▶ [DATA IN THIS EXERCISE]:
■ ■ ■ ■ ■

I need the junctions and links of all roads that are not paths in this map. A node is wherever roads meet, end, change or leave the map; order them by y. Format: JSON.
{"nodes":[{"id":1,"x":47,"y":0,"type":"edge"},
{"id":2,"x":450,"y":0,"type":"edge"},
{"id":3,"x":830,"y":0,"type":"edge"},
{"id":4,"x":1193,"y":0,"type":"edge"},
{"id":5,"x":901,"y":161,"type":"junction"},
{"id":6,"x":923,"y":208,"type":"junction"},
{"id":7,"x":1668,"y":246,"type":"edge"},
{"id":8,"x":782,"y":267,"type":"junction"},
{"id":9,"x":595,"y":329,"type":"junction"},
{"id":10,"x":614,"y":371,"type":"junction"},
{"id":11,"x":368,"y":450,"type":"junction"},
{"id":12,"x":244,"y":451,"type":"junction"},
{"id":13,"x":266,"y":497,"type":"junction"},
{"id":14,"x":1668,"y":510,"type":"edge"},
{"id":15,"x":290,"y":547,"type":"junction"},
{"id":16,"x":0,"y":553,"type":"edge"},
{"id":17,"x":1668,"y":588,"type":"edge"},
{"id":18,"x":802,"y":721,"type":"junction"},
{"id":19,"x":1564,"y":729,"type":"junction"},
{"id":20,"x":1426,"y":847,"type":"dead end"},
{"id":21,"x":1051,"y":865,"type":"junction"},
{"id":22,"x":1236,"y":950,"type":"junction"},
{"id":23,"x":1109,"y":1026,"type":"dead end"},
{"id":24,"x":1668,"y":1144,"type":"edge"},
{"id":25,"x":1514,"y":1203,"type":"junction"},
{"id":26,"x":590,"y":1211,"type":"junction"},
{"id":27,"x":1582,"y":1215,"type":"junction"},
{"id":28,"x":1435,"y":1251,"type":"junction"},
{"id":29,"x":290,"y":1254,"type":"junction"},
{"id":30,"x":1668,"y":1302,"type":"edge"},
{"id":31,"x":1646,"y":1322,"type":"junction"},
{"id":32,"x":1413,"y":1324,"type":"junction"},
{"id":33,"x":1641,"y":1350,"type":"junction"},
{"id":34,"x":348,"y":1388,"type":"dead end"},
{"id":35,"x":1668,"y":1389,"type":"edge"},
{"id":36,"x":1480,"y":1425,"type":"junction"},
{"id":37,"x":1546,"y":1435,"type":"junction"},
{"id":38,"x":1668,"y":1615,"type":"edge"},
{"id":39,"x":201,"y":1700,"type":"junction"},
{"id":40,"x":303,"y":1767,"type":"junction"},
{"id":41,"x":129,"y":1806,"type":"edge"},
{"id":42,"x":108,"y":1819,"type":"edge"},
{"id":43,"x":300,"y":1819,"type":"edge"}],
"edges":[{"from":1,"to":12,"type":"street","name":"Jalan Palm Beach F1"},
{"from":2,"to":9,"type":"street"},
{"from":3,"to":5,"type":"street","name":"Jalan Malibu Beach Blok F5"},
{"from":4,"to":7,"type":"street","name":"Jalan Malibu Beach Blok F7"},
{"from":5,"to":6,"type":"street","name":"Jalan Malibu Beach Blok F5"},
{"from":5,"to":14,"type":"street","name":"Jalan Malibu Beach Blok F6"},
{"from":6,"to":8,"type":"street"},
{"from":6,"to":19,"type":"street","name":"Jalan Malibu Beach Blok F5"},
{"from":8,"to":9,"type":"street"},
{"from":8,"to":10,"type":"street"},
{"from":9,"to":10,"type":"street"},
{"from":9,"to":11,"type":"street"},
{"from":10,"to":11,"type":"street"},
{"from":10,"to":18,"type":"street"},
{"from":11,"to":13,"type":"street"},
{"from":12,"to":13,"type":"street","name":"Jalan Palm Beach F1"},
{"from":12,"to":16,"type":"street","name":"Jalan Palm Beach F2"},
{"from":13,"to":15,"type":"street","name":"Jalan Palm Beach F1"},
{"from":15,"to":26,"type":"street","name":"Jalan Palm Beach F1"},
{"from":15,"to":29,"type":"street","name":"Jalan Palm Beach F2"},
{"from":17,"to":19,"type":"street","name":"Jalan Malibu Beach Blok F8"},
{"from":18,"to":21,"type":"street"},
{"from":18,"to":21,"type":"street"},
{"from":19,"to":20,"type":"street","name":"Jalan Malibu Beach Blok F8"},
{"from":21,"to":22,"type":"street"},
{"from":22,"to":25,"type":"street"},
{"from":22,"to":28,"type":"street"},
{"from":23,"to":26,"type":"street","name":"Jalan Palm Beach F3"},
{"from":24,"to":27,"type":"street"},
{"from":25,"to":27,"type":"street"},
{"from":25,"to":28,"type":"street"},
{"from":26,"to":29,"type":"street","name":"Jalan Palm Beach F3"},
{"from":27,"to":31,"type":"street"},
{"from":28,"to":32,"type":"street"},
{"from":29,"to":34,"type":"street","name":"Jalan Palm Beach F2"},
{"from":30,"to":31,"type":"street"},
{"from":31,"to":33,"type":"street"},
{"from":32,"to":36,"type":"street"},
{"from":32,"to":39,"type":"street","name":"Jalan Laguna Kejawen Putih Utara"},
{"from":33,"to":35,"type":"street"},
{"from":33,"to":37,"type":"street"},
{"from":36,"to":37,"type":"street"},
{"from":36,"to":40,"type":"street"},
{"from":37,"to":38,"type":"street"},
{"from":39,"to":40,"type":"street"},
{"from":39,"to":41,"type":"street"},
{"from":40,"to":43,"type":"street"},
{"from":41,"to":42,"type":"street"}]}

■ ■ ■ ■ ■

▶ [TASK REQUIREMENTS]: Go through the data above and find the lines with the word "Palm". Copy each of those lines.

▶ [YOUR RESPONSE]:
"edges":[{"from":1,"to":12,"type":"street","name":"Jalan Palm Beach F1"},
{"from":12,"to":13,"type":"street","name":"Jalan Palm Beach F1"},
{"from":12,"to":16,"type":"street","name":"Jalan Palm Beach F2"},
{"from":13,"to":15,"type":"street","name":"Jalan Palm Beach F1"},
{"from":15,"to":26,"type":"street","name":"Jalan Palm Beach F1"},
{"from":15,"to":29,"type":"street","name":"Jalan Palm Beach F2"},
{"from":23,"to":26,"type":"street","name":"Jalan Palm Beach F3"},
{"from":26,"to":29,"type":"street","name":"Jalan Palm Beach F3"},
{"from":29,"to":34,"type":"street","name":"Jalan Palm Beach F2"},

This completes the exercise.